Thanksgiving (part 1)

The first thing I ought to say about my 2018 Thanksgiving is that it was better than the one in 2017. No dealing with Monica and her crazyass family. I have Joyce for a girlfriend now. Joyce’s family is back in New England, so she’s like me: we’re away from our families for Thanksgiving. She says it’s been a problem for her for years. She gets invited by this married friend and that married friend, and she says she always ends up feeling like a pity invite – because (she says) that’s exactly what she is. It must be hard being a single woman when all your friends are married. I’m single too, but I’m at an age when most of the people I know are single.

So we were both in a situation to have Thanksgiving suck. Joyce had an invitation to the married friends she’d gone to last year, and the invitation included me, but she didn’t want to go, and she felt I was going to be the pity invite of the pity invite. She was real relieved when we got invited to Adam and Allan’s house over in Arcadia. (I probably don’t need to remind y’all that Adam is the Pasadena Parrots’ catcher, gay and sober. Allan is his husband we were all surprised to meet at the team Labor Day cookout. Allan also had a serious thing for me that afternoon lol.)

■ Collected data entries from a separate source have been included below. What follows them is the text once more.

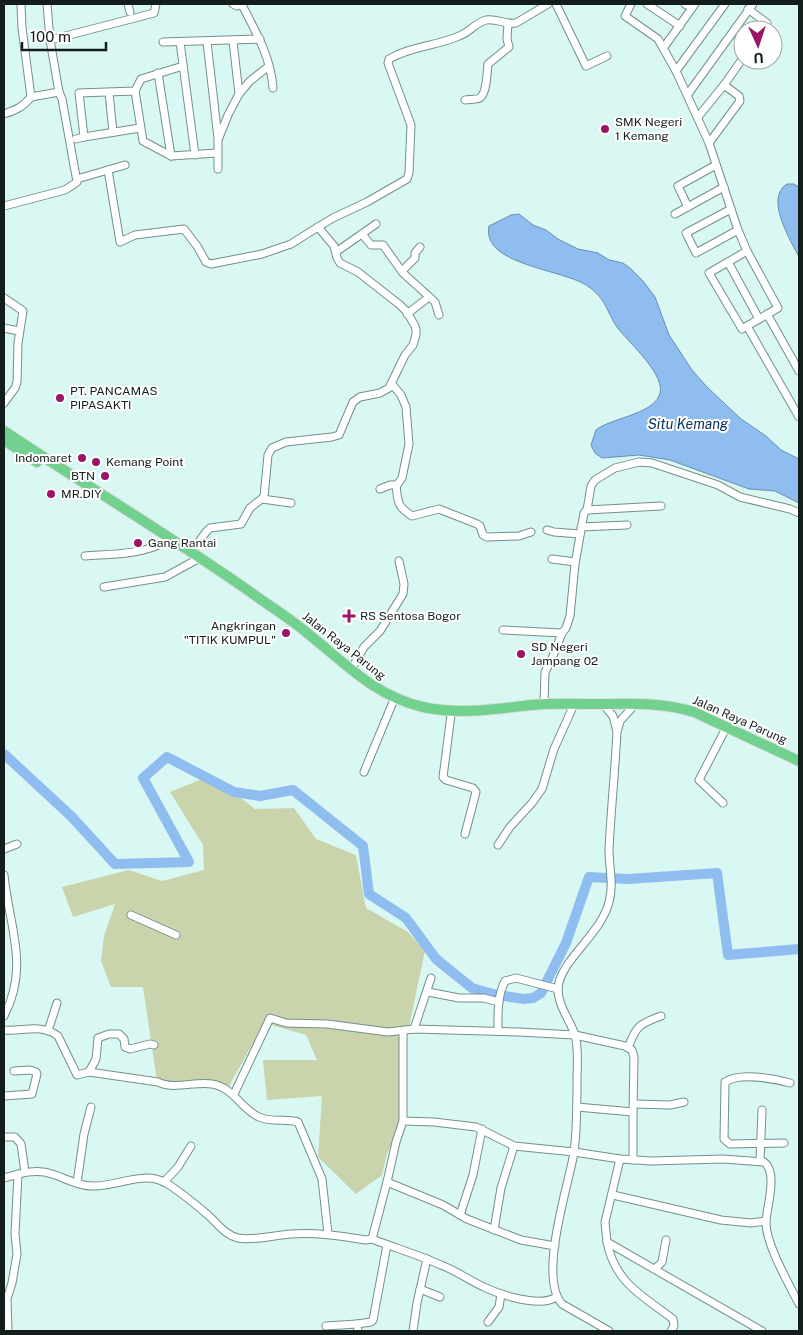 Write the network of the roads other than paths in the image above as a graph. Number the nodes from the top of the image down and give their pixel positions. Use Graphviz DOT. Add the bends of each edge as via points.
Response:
graph roads {
  1 [pos="21,4"];
  2 [pos="47,4"];
  3 [pos="128,4"];
  4 [pos="156,4"];
  5 [pos="232,4"];
  6 [pos="242,4"];
  7 [pos="548,4"];
  8 [pos="556,4"];
  9 [pos="631,4"];
  10 [pos="647,4"];
  11 [pos="725,4"];
  12 [pos="691,5"];
  13 [pos="751,7"];
  14 [pos="130,12"];
  15 [pos="764,20"];
  16 [pos="508,23"];
  17 [pos="680,26"];
  18 [pos="260,39"];
  19 [pos="50,40"];
  20 [pos="233,41"];
  21 [pos="163,42"];
  22 [pos="180,42"];
  23 [pos="207,42"];
  24 [pos="664,47"];
  25 [pos="607,56"];
  26 [pos="182,66"];
  27 [pos="269,66"];
  28 [pos="735,70"];
  29 [pos="676,71"];
  30 [pos="158,73"];
  31 [pos="724,85"];
  32 [pos="273,88"];
  33 [pos="134,91"];
  34 [pos="59,92"];
  35 [pos="109,93"];
  36 [pos="240,94"];
  37 [pos="688,94"];
  38 [pos="31,97"];
  39 [pos="465,100"];
  40 [pos="4,114"];
  41 [pos="698,117"];
  42 [pos="140,128"];
  43 [pos="113,132"];
  44 [pos="218,140"];
  45 [pos="709,143"];
  46 [pos="217,153"];
  47 [pos="195,155"];
  48 [pos="171,156"];
  49 [pos="125,165"];
  50 [pos="716,165"];
  51 [pos="218,169"];
  52 [pos="108,170"];
  53 [pos="77,179"];
  54 [pos="724,187"];
  55 [pos="4,206"];
  56 [pos="688,207"];
  57 [pos="731,209"];
  58 [pos="675,214"];
  59 [pos="376,224"];
  60 [pos="318,227"];
  61 [pos="738,230"];
  62 [pos="362,234"];
  63 [pos="420,247"];
  64 [pos="748,251"];
  65 [pos="336,252"];
  66 [pos="728,262"];
  67 [pos="402,271"];
  68 [pos="429,297"];
  69 [pos="4,298"];
  70 [pos="407,314"];
  71 [pos="767,314"];
  72 [pos="439,315"];
  73 [pos="759,319"];
  74 [pos="747,326"];
  75 [pos="4,328"];
  76 [pos="19,331"];
  77 [pos="799,371"];
  78 [pos="392,384"];
  79 [pos="4,403"];
  80 [pos="799,417"];
  81 [pos="4,431"];
  82 [pos="4,440"];
  83 [pos="396,486"];
  84 [pos="380,489"];
  85 [pos="262,499"];
  86 [pos="291,503"];
  87 [pos="661,506"];
  88 [pos="587,510"];
  89 [pos="799,513"];
  90 [pos="627,525"];
  91 [pos="547,530"];
  92 [pos="580,530"];
  93 [pos="531,532"];
  94 [pos="165,542"];
  95 [pos="194,555"];
  96 [pos="85,556"];
  97 [pos="552,559"];
  98 [pos="399,561"];
  99 [pos="575,562"];
  100 [pos="104,587"];
  101 [pos="503,630"];
  102 [pos="562,632"];
  103 [pos="321,647"];
  104 [pos="351,670"];
  105 [pos="393,702"];
  106 [pos="544,704"];
  107 [pos="631,708"];
  108 [pos="572,709"];
  109 [pos="607,709"];
  110 [pos="451,715"];
  111 [pos="617,732"];
  112 [pos="724,732"];
  113 [pos="799,761"];
  114 [pos="799,766"];
  115 [pos="364,772"];
  116 [pos="723,803"];
  117 [pos="465,834"];
  118 [pos="17,844"];
  119 [pos="498,845"];
  120 [pos="4,849"];
  121 [pos="4,875"];
  122 [pos="131,915"];
  123 [pos="176,935"];
  124 [pos="431,978"];
  125 [pos="558,989"];
  126 [pos="428,992"];
  127 [pos="57,1002"];
  128 [pos="499,1002"];
  129 [pos="4,1016"];
  130 [pos="661,1016"];
  131 [pos="414,1029"];
  132 [pos="4,1030"];
  133 [pos="48,1031"];
  134 [pos="403,1031"];
  135 [pos="498,1031"];
  136 [pos="575,1035"];
  137 [pos="154,1045"];
  138 [pos="628,1048"];
  139 [pos="14,1071"];
  140 [pos="89,1072"];
  141 [pos="790,1083"];
  142 [pos="234,1094"];
  143 [pos="4,1096"];
  144 [pos="684,1102"];
  145 [pos="91,1107"];
  146 [pos="576,1107"];
  147 [pos="634,1108"];
  148 [pos="762,1110"];
  149 [pos="403,1121"];
  150 [pos="482,1129"];
  151 [pos="4,1137"];
  152 [pos="784,1143"];
  153 [pos="760,1144"];
  154 [pos="190,1146"];
  155 [pos="514,1146"];
  156 [pos="574,1152"];
  157 [pos="620,1159"];
  158 [pos="633,1160"];
  159 [pos="760,1161"];
  160 [pos="22,1173"];
  161 [pos="4,1178"];
  162 [pos="164,1182"];
  163 [pos="387,1182"];
  164 [pos="77,1184"];
  165 [pos="613,1195"];
  166 [pos="460,1215"];
  167 [pos="766,1221"];
  168 [pos="494,1230"];
  169 [pos="328,1234"];
  170 [pos="372,1239"];
  171 [pos="666,1240"];
  172 [pos="607,1242"];
  173 [pos="387,1244"];
  174 [pos="555,1246"];
  175 [pos="427,1259"];
  176 [pos="656,1269"];
  177 [pos="420,1289"];
  178 [pos="500,1294"];
  179 [pos="440,1297"];
  180 [pos="556,1297"];
  181 [pos="799,1304"];
  182 [pos="488,1322"];
  183 [pos="326,1326"];
  184 [pos="358,1328"];
  185 [pos="8,1331"];
  186 [pos="413,1331"];
  187 [pos="609,1331"];
  188 [pos="671,1331"];
  189 [pos="762,1331"];
  1 -- 38 [label="street"];
  2 -- 19 [label="street"];
  3 -- 14 [label="street"];
  4 -- 19 [label="street" via="154,13"];
  5 -- 6 [label="street"];
  6 -- 18 [label="street"];
  7 -- 16 [label="street" via="516,23"];
  8 -- 25 [label="street" via="586,66"];
  9 -- 24 [label="street" via="625,16 658,39"];
  10 -- 17 [label="street"];
  11 -- 29 [label="street"];
  12 -- 17 [label="street"];
  13 -- 15 [label="street"];
  13 -- 37 [label="street"];
  16 -- 39 [label="street" via="509,47 488,64 482,97"];
  16 -- 60 [label="street" via="480,22 460,36 389,59 411,125 410,173 407,179"];
  17 -- 24 [label="street"];
  18 -- 20 [label="street"];
  18 -- 27 [label="street"];
  19 -- 34 [label="street"];
  20 -- 23 [label="street"];
  20 -- 36 [label="street"];
  21 -- 22 [label="street"];
  22 -- 23 [label="street"];
  22 -- 26 [label="street"];
  23 -- 44 [label="street"];
  24 -- 29 [label="street"];
  26 -- 30 [label="street"];
  26 -- 47 [label="street"];
  27 -- 32 [label="street"];
  27 -- 36 [label="street" via="250,80"];
  28 -- 31 [label="street"];
  29 -- 37 [label="street"];
  30 -- 33 [label="street" via="141,79"];
  30 -- 48 [label="street"];
  31 -- 41 [label="street"];
  31 -- 45 [label="street" via="739,96 740,101"];
  33 -- 35 [label="street"];
  33 -- 42 [label="street"];
  34 -- 38 [label="street"];
  34 -- 53 [label="street"];
  35 -- 43 [label="street"];
  35 -- 43 [label="street" via="79,93 80,138"];
  36 -- 44 [label="street"];
  37 -- 41 [label="street"];
  38 -- 40 [label="street" via="24,105"];
  41 -- 45 [label="street"];
  42 -- 43 [label="street"];
  42 -- 48 [label="street" via="143,141"];
  44 -- 46 [label="street"];
  45 -- 50 [label="street"];
  46 -- 47 [label="street"];
  46 -- 51 [label="street"];
  47 -- 48 [label="street"];
  49 -- 52 [label="street"];
  50 -- 54 [label="street"];
  50 -- 56 [label="street" via="678,186"];
  52 -- 53 [label="street"];
  52 -- 60 [label="street" via="120,242 135,235 184,229 206,262 211,264 262,254 291,244"];
  53 -- 55 [label="street" via="65,190"];
  54 -- 56 [label="street"];
  54 -- 57 [label="street"];
  56 -- 58 [label="street"];
  57 -- 61 [label="street"];
  57 -- 61 [label="street" via="686,233 696,253"];
  59 -- 62 [label="street"];
  60 -- 65 [label="street"];
  61 -- 64 [label="street"];
  62 -- 65 [label="street"];
  62 -- 67 [label="street" via="371,245 383,245"];
  63 -- 67 [label="street" via="415,253 416,258"];
  64 -- 66 [label="street"];
  64 -- 71 [label="street" via="778,308"];
  65 -- 70 [label="street" via="340,263 358,272"];
  66 -- 73 [label="street"];
  66 -- 74 [label="street" via="708,273 742,330"];
  67 -- 68 [label="street"];
  68 -- 70 [label="street"];
  68 -- 72 [label="street" via="435,302"];
  69 -- 76 [label="street" via="23,311"];
  70 -- 78 [label="street" via="415,326 416,335"];
  71 -- 73 [label="street"];
  71 -- 77 [label="street"];
  73 -- 74 [label="street"];
  74 -- 80 [label="street"];
  75 -- 76 [label="street"];
  76 -- 79 [label="street" via="17,382"];
  78 -- 83 [label="street" via="402,395 406,407 409,444 402,478"];
  78 -- 85 [label="street" via="386,390 352,402 336,437 286,442 272,448 268,455 266,494"];
  81 -- 95 [label="highway, Jalan Raya Parung"];
  82 -- 94 [label="highway, Jalan Raya Parung"];
  83 -- 84 [label="street"];
  83 -- 93 [label="street" via="400,508 412,516 439,509 477,524 487,537 519,536"];
  85 -- 86 [label="street"];
  85 -- 95 [label="street" via="250,508 241,524 210,528"];
  87 -- 88 [label="street"];
  88 -- 89 [label="street" via="591,486 596,480 615,468 639,462 652,463 718,485 740,496"];
  88 -- 92 [label="street"];
  90 -- 92 [label="street"];
  91 -- 92 [label="street"];
  92 -- 99 [label="street"];
  94 -- 95 [label="highway, Jalan Raya Parung"];
  94 -- 96 [label="street" via="128,553"];
  95 -- 100 [label="street" via="165,577"];
  95 -- 103 [label="highway, Jalan Raya Parung" via="305,631"];
  97 -- 99 [label="street"];
  98 -- 104 [label="street" via="403,594"];
  99 -- 102 [label="street" via="570,616"];
  101 -- 102 [label="street"];
  102 -- 106 [label="street" via="544,672"];
  103 -- 104 [label="highway, Jalan Raya Parung"];
  103 -- 105 [label="highway, Jalan Raya Parung" via="375,694"];
  104 -- 106 [label="highway, Jalan Raya Parung" via="391,697 424,708 465,711"];
  105 -- 110 [label="highway, Jalan Raya Parung" via="424,712"];
  105 -- 115 [label="street"];
  106 -- 113 [label="highway, Jalan Raya Parung" via="632,703 680,707"];
  107 -- 109 [label="highway, Jalan Raya Parung"];
  107 -- 111 [label="street" via="620,721"];
  107 -- 112 [label="highway, Jalan Raya Parung" via="677,711"];
  108 -- 109 [label="highway, Jalan Raya Parung"];
  108 -- 110 [label="highway, Jalan Raya Parung"];
  108 -- 119 [label="street" via="554,749 542,789"];
  109 -- 111 [label="street" via="613,716"];
  110 -- 117 [label="street" via="443,777 476,792"];
  111 -- 125 [label="street" via="609,851 610,900 596,929 561,976"];
  112 -- 114 [label="highway, Jalan Raya Parung"];
  112 -- 116 [label="street" via="699,779"];
  118 -- 120 [label="street"];
  121 -- 129 [label="street" via="18,962 10,1005"];
  122 -- 123 [label="street"];
  124 -- 126 [label="street"];
  125 -- 128 [label="street" via="510,978 505,981"];
  125 -- 136 [label="street" via="560,1002"];
  126 -- 128 [label="street"];
  126 -- 131 [label="street"];
  127 -- 133 [label="street"];
  128 -- 135 [label="street"];
  130 -- 138 [label="street" via="639,1025"];
  131 -- 134 [label="street"];
  131 -- 135 [label="street"];
  132 -- 133 [label="street" via="34,1028"];
  133 -- 140 [label="street" via="58,1036 77,1075"];
  134 -- 142 [label="street" via="302,1025 270,1018"];
  134 -- 149 [label="street"];
  135 -- 136 [label="street"];
  136 -- 138 [label="street"];
  136 -- 146 [label="street"];
  137 -- 140 [label="street" via="130,1049 125,1047 119,1034 102,1036 98,1038 96,1059"];
  138 -- 147 [label="street" via="634,1057"];
  139 -- 143 [label="street" via="36,1072 32,1094"];
  140 -- 142 [label="street" via="166,1084 213,1084"];
  141 -- 153 [label="street" via="757,1078 725,1082 724,1139 730,1144"];
  142 -- 169 [label="street" via="261,1118 298,1122 322,1179"];
  144 -- 147 [label="street"];
  145 -- 164 [label="street"];
  146 -- 147 [label="street"];
  146 -- 156 [label="street"];
  147 -- 158 [label="street"];
  148 -- 153 [label="street"];
  149 -- 150 [label="street"];
  149 -- 163 [label="street"];
  150 -- 155 [label="street"];
  150 -- 166 [label="street" via="473,1175"];
  151 -- 160 [label="street" via="15,1137 21,1144"];
  152 -- 153 [label="street"];
  153 -- 159 [label="street"];
  154 -- 162 [label="street" via="178,1167"];
  155 -- 156 [label="street"];
  155 -- 168 [label="street" via="501,1188"];
  156 -- 157 [label="street"];
  156 -- 174 [label="street" via="557,1223"];
  157 -- 158 [label="street"];
  157 -- 165 [label="street"];
  158 -- 159 [label="street"];
  159 -- 167 [label="street" via="768,1164 770,1173"];
  160 -- 161 [label="street"];
  160 -- 164 [label="street" via="52,1174"];
  160 -- 185 [label="street" via="15,1234 17,1254 7,1299"];
  162 -- 164 [label="street" via="150,1177 96,1186"];
  162 -- 169 [label="street" via="233,1237"];
  163 -- 166 [label="street" via="443,1204"];
  163 -- 170 [label="street"];
  165 -- 167 [label="street" via="720,1220"];
  165 -- 172 [label="street" via="606,1222"];
  166 -- 168 [label="street"];
  167 -- 181 [label="street" via="769,1238"];
  168 -- 174 [label="street" via="521,1240"];
  169 -- 170 [label="street"];
  170 -- 173 [label="street"];
  171 -- 176 [label="street" via="662,1262"];
  172 -- 176 [label="street"];
  172 -- 188 [label="street" via="611,1259 631,1286 673,1319"];
  173 -- 175 [label="street"];
  173 -- 184 [label="street" via="374,1320"];
  174 -- 180 [label="street"];
  175 -- 177 [label="street"];
  175 -- 178 [label="street"];
  176 -- 189 [label="street"];
  177 -- 179 [label="street"];
  177 -- 186 [label="street"];
  178 -- 180 [label="street" via="537,1302 551,1301"];
  178 -- 182 [label="street" via="498,1307"];
  180 -- 187 [label="street" via="562,1304"];
  183 -- 184 [label="street"];
}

I didn’t know that Joyce was so friendly with Allan. I knew she was thinking of having him redecorate part of the house, but I didn’t know that they did things like have lunch together. But that’s great: Joyce and I now have friends in common. Like we’re a couple and we know a couple. And we were certainly invited as a couple: I’m Adam’s friend, she’s Allan’s friend, and Allan is totally gaga over me. It sounded like a good place to go for Thanksgiving. Adam is totally cool and, even though they have an interior decorating business, they didn’t act too gay at the cookout.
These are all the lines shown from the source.